#### What is required
Leave every picture out and return the rest of the listing verbatim.

#### Information supplied

+-------+

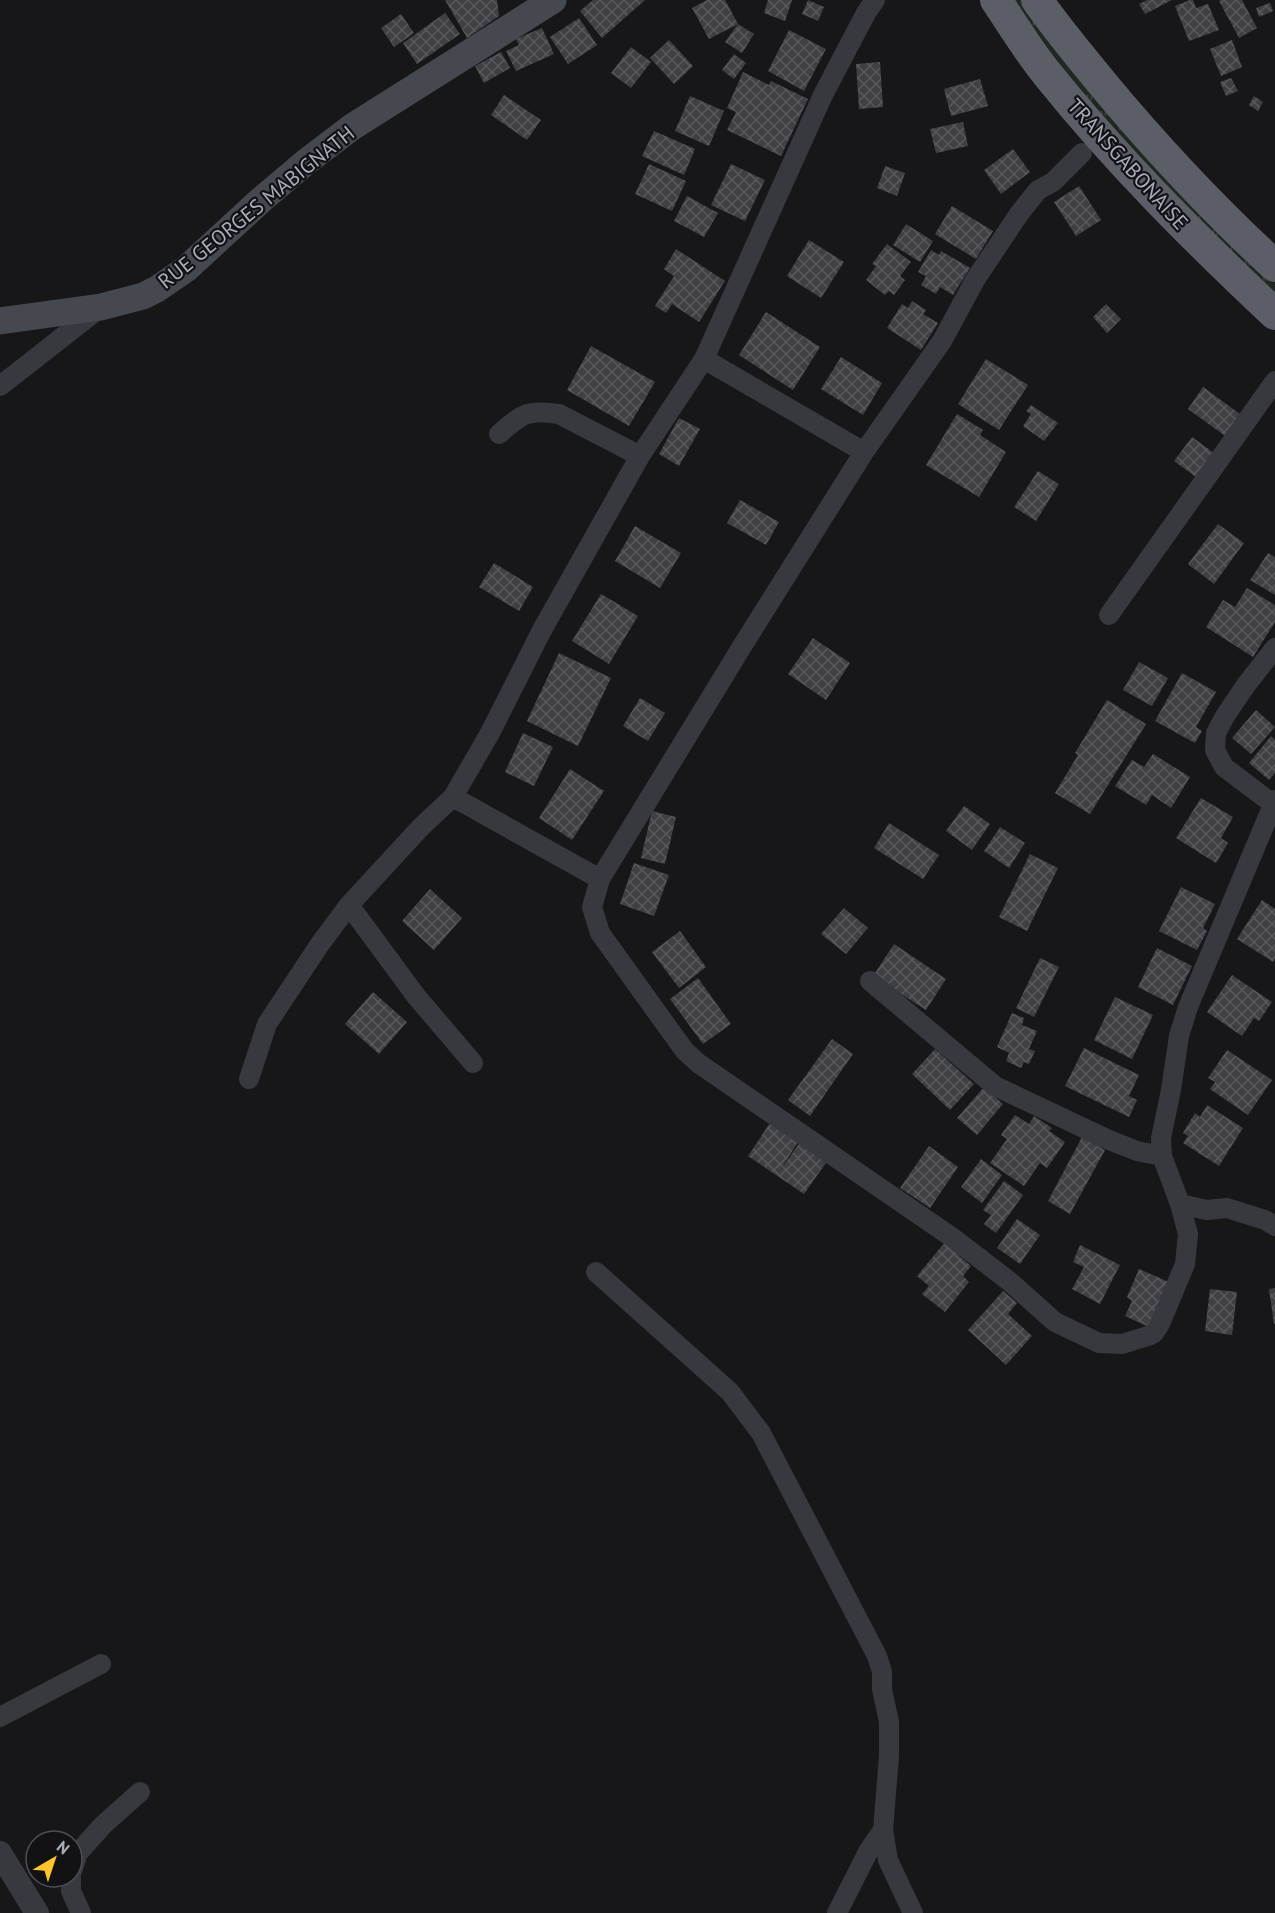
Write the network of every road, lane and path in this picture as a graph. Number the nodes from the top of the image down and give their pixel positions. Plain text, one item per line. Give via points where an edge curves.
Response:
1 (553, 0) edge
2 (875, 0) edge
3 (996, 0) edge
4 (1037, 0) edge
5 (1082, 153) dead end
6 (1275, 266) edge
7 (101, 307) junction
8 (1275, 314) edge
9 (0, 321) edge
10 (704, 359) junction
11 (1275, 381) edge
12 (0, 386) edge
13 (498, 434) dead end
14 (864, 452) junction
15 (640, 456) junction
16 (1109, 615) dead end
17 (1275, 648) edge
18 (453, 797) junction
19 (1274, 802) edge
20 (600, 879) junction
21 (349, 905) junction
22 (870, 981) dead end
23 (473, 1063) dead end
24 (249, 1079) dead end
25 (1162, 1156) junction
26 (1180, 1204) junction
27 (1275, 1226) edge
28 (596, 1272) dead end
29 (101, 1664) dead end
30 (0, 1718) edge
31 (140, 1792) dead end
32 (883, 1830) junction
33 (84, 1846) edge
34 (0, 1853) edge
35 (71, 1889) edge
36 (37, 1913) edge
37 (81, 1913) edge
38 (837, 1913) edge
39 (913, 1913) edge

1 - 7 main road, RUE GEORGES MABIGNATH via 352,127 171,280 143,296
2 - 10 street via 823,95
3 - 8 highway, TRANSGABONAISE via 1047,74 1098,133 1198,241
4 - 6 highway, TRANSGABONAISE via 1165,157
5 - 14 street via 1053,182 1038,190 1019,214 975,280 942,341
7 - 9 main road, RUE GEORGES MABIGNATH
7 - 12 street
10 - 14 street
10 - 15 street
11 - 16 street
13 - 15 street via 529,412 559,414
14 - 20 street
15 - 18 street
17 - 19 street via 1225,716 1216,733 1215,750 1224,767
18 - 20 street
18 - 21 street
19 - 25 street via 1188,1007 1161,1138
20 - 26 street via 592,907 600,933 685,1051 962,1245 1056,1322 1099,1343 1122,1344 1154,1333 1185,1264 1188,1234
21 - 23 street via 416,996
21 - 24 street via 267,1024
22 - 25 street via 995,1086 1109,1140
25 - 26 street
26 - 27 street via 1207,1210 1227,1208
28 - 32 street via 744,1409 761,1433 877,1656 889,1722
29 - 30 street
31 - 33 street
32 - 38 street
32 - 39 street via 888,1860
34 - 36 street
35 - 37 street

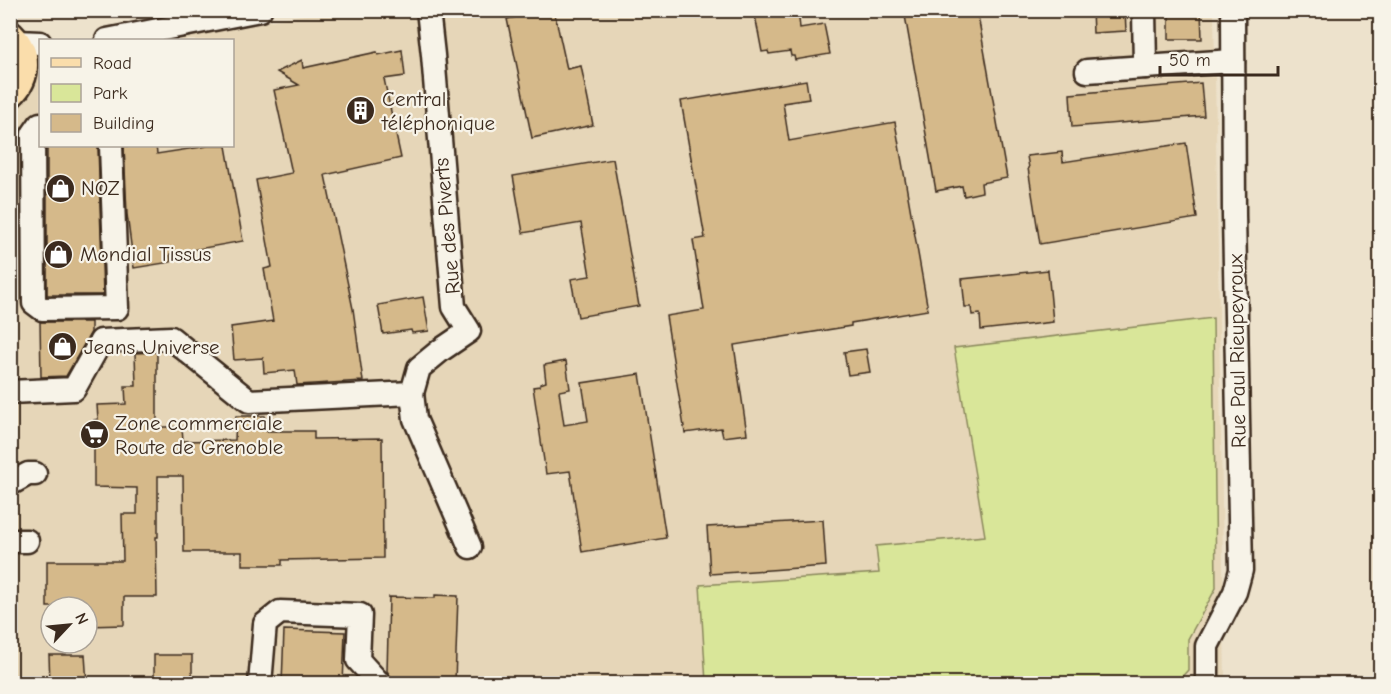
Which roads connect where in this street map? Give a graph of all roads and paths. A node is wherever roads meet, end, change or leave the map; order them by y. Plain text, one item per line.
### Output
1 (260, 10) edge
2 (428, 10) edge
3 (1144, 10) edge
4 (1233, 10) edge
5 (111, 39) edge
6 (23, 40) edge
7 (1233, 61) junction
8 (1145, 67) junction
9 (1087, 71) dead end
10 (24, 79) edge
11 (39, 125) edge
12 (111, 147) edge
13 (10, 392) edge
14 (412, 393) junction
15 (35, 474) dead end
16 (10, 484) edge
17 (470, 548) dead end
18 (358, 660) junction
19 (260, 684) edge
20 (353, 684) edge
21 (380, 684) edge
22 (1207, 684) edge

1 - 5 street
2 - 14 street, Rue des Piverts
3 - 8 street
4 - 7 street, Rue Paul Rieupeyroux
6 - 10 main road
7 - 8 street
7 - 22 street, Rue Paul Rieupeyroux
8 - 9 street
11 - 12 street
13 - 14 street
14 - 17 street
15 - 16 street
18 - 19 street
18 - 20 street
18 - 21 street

+-------+

#### Result
Write the network of every road, lane and path in this picture as a graph. Number the nodes from the top of the image down and give their pixel positions. Plain text, one item per line. Give via points where an edge curves.
Response:
1 (553, 0) edge
2 (875, 0) edge
3 (996, 0) edge
4 (1037, 0) edge
5 (1082, 153) dead end
6 (1275, 266) edge
7 (101, 307) junction
8 (1275, 314) edge
9 (0, 321) edge
10 (704, 359) junction
11 (1275, 381) edge
12 (0, 386) edge
13 (498, 434) dead end
14 (864, 452) junction
15 (640, 456) junction
16 (1109, 615) dead end
17 (1275, 648) edge
18 (453, 797) junction
19 (1274, 802) edge
20 (600, 879) junction
21 (349, 905) junction
22 (870, 981) dead end
23 (473, 1063) dead end
24 (249, 1079) dead end
25 (1162, 1156) junction
26 (1180, 1204) junction
27 (1275, 1226) edge
28 (596, 1272) dead end
29 (101, 1664) dead end
30 (0, 1718) edge
31 (140, 1792) dead end
32 (883, 1830) junction
33 (84, 1846) edge
34 (0, 1853) edge
35 (71, 1889) edge
36 (37, 1913) edge
37 (81, 1913) edge
38 (837, 1913) edge
39 (913, 1913) edge

1 - 7 main road, RUE GEORGES MABIGNATH via 352,127 171,280 143,296
2 - 10 street via 823,95
3 - 8 highway, TRANSGABONAISE via 1047,74 1098,133 1198,241
4 - 6 highway, TRANSGABONAISE via 1165,157
5 - 14 street via 1053,182 1038,190 1019,214 975,280 942,341
7 - 9 main road, RUE GEORGES MABIGNATH
7 - 12 street
10 - 14 street
10 - 15 street
11 - 16 street
13 - 15 street via 529,412 559,414
14 - 20 street
15 - 18 street
17 - 19 street via 1225,716 1216,733 1215,750 1224,767
18 - 20 street
18 - 21 street
19 - 25 street via 1188,1007 1161,1138
20 - 26 street via 592,907 600,933 685,1051 962,1245 1056,1322 1099,1343 1122,1344 1154,1333 1185,1264 1188,1234
21 - 23 street via 416,996
21 - 24 street via 267,1024
22 - 25 street via 995,1086 1109,1140
25 - 26 street
26 - 27 street via 1207,1210 1227,1208
28 - 32 street via 744,1409 761,1433 877,1656 889,1722
29 - 30 street
31 - 33 street
32 - 38 street
32 - 39 street via 888,1860
34 - 36 street
35 - 37 street

Which roads connect where in this street map? Give a graph of all roads and paths. A node is wherever roads meet, end, change or leave the map; order them by y. Plain text, one item per line.
### Output
1 (260, 10) edge
2 (428, 10) edge
3 (1144, 10) edge
4 (1233, 10) edge
5 (111, 39) edge
6 (23, 40) edge
7 (1233, 61) junction
8 (1145, 67) junction
9 (1087, 71) dead end
10 (24, 79) edge
11 (39, 125) edge
12 (111, 147) edge
13 (10, 392) edge
14 (412, 393) junction
15 (35, 474) dead end
16 (10, 484) edge
17 (470, 548) dead end
18 (358, 660) junction
19 (260, 684) edge
20 (353, 684) edge
21 (380, 684) edge
22 (1207, 684) edge

1 - 5 street
2 - 14 street, Rue des Piverts
3 - 8 street
4 - 7 street, Rue Paul Rieupeyroux
6 - 10 main road
7 - 8 street
7 - 22 street, Rue Paul Rieupeyroux
8 - 9 street
11 - 12 street
13 - 14 street
14 - 17 street
15 - 16 street
18 - 19 street
18 - 20 street
18 - 21 street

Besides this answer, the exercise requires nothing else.